Fisher-Rao Gradient Flows of Linear Programs and State-Action Natural Policy Gradients
Johannes Müller, Semih Çaycı, Guido Montúfar
TL;DR
This paper analyzes Fisher-Rao gradient flows on the state-action distributions of linear programs, revealing linear convergence with a rate governed by the geometry of the feasible region and providing sharper bounds on the entropic regularization error. It then extends the framework to natural gradient flows in parameterized measure spaces, establishing sublinear convergence under inexact gradients and distribution mismatch, as well as conditions for global linear convergence in multi-player games.
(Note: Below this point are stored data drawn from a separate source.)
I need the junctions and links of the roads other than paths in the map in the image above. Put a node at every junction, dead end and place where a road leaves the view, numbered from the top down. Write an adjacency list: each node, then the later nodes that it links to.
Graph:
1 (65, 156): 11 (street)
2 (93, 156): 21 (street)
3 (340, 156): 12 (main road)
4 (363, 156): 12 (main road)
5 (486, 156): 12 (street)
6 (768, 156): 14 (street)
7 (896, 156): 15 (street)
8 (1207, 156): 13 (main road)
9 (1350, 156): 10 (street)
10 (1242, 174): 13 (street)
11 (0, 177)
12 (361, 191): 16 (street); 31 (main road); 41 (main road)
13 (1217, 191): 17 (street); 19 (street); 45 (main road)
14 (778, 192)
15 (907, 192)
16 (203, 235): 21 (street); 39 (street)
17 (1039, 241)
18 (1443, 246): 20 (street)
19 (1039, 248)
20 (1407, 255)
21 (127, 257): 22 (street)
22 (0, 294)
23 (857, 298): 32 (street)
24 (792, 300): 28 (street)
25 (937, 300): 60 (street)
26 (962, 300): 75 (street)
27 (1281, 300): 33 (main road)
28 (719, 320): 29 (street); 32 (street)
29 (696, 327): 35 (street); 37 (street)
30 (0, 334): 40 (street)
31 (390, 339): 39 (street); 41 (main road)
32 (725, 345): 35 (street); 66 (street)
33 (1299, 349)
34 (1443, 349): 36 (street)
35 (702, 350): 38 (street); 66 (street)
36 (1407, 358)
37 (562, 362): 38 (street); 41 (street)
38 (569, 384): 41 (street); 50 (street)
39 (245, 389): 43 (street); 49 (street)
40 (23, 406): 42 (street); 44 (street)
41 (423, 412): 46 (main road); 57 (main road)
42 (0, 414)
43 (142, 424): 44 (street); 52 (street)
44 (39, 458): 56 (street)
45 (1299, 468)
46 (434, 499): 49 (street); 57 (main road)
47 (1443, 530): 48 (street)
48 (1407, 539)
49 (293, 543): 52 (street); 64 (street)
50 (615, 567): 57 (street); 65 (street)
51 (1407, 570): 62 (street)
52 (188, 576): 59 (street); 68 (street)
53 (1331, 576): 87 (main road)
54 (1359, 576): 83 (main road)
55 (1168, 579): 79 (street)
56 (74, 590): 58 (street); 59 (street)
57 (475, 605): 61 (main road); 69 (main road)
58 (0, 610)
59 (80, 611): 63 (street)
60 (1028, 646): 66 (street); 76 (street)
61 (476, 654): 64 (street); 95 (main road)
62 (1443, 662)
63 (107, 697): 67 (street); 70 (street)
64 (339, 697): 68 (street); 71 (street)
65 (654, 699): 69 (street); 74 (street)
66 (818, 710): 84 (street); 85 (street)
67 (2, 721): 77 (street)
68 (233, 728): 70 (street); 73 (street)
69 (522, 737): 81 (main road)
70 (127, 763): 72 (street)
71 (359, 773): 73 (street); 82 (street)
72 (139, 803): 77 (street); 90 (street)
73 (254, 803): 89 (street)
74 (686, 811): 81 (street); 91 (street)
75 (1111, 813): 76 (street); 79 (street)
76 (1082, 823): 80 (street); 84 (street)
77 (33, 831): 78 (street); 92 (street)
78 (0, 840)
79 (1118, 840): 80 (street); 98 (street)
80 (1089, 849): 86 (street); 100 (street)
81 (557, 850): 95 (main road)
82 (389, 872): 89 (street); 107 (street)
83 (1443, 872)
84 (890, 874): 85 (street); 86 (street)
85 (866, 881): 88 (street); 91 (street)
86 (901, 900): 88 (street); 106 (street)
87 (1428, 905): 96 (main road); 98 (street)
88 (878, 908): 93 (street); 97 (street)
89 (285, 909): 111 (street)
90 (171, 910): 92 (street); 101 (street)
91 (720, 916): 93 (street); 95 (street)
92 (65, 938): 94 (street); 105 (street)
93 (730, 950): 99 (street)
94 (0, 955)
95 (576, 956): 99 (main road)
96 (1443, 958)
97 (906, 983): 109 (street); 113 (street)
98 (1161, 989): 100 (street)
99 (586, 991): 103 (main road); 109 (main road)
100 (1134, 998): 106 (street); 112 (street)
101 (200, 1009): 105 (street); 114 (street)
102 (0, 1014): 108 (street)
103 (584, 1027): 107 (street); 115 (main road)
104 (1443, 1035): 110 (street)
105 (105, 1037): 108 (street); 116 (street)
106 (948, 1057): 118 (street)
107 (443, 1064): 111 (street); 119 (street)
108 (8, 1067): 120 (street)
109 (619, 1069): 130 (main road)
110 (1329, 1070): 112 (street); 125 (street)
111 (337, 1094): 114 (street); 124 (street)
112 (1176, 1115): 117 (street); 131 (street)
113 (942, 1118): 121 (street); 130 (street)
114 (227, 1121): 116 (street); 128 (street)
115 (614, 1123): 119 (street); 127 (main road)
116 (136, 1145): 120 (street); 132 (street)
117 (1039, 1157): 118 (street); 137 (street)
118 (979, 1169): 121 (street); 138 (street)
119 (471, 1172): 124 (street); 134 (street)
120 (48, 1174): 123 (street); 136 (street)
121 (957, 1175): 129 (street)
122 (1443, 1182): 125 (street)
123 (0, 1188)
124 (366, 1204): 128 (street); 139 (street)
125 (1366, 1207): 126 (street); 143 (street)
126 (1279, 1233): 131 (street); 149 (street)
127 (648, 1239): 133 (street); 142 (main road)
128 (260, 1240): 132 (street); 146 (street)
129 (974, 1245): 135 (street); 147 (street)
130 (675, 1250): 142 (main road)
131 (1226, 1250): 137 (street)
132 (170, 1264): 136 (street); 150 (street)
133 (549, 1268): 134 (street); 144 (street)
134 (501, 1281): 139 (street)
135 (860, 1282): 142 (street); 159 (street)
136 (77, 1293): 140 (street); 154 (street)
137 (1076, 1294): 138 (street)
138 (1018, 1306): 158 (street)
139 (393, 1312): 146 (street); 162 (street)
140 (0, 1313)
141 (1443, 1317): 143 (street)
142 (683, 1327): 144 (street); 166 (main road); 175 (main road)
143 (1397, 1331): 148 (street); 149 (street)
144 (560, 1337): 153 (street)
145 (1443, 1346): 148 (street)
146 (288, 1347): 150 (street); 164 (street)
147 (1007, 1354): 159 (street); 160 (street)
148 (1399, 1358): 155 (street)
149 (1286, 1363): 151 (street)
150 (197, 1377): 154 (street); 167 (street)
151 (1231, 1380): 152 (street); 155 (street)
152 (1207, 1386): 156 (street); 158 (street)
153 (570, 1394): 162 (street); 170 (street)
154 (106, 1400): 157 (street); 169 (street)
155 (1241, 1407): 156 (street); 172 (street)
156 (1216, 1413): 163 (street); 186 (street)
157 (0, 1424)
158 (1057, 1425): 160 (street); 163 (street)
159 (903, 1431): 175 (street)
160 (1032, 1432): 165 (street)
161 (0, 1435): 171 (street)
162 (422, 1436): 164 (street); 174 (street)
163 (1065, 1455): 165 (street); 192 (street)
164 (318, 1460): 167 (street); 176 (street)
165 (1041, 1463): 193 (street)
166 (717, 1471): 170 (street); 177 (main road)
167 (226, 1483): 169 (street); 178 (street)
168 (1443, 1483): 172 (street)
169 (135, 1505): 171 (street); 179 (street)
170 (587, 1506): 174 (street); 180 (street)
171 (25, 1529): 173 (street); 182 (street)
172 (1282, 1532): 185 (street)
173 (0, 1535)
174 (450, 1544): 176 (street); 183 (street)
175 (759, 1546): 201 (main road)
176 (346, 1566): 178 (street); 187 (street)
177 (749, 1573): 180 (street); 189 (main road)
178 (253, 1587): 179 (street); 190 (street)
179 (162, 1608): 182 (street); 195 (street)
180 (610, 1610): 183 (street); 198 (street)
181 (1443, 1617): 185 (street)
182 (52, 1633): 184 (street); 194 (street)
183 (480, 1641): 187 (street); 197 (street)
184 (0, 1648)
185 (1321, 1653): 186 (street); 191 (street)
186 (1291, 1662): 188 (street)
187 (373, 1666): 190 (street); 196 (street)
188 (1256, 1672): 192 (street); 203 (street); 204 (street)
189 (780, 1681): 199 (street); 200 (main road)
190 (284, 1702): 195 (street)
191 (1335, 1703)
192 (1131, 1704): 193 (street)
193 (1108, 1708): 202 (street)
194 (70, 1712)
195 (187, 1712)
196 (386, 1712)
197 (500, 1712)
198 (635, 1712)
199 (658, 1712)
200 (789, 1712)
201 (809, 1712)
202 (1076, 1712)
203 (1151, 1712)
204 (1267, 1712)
The results directly apply to state-action natural policy gradients in MDPs, yielding sublinear convergence under general parametrizations and linear convergence for regular tabular policies, while revealing an implicit maximal-entropy bias when optimizers are not unique. The theoretical findings are complemented by computational examples that illustrate convergence behavior and demonstrate the practical relevance for RL algorithms leveraging entropy-regularized objectives and FR-based natural gradients.
Abstract
Kakade's natural policy gradient method has been studied extensively in recent years, showing linear convergence with and without regularization. We study another natural gradient method based on the Fisher information matrix of the state-action distributions which has received little attention from the theoretical side. Here, the state-action distributions follow the Fisher-Rao gradient flow inside the state-action polytope with respect to a linear potential. Therefore, we study Fisher-Rao gradient flows of linear programs more generally and show linear convergence with a rate that depends on the geometry of the linear program. Equivalently, this yields an estimate on the error induced by entropic regularization of the linear program which improves existing results. We extend these results and show sublinear convergence for perturbed Fisher-Rao gradient flows and natural gradient flows up to an approximation error. In particular, these general results cover the case of state-action natural policy gradients.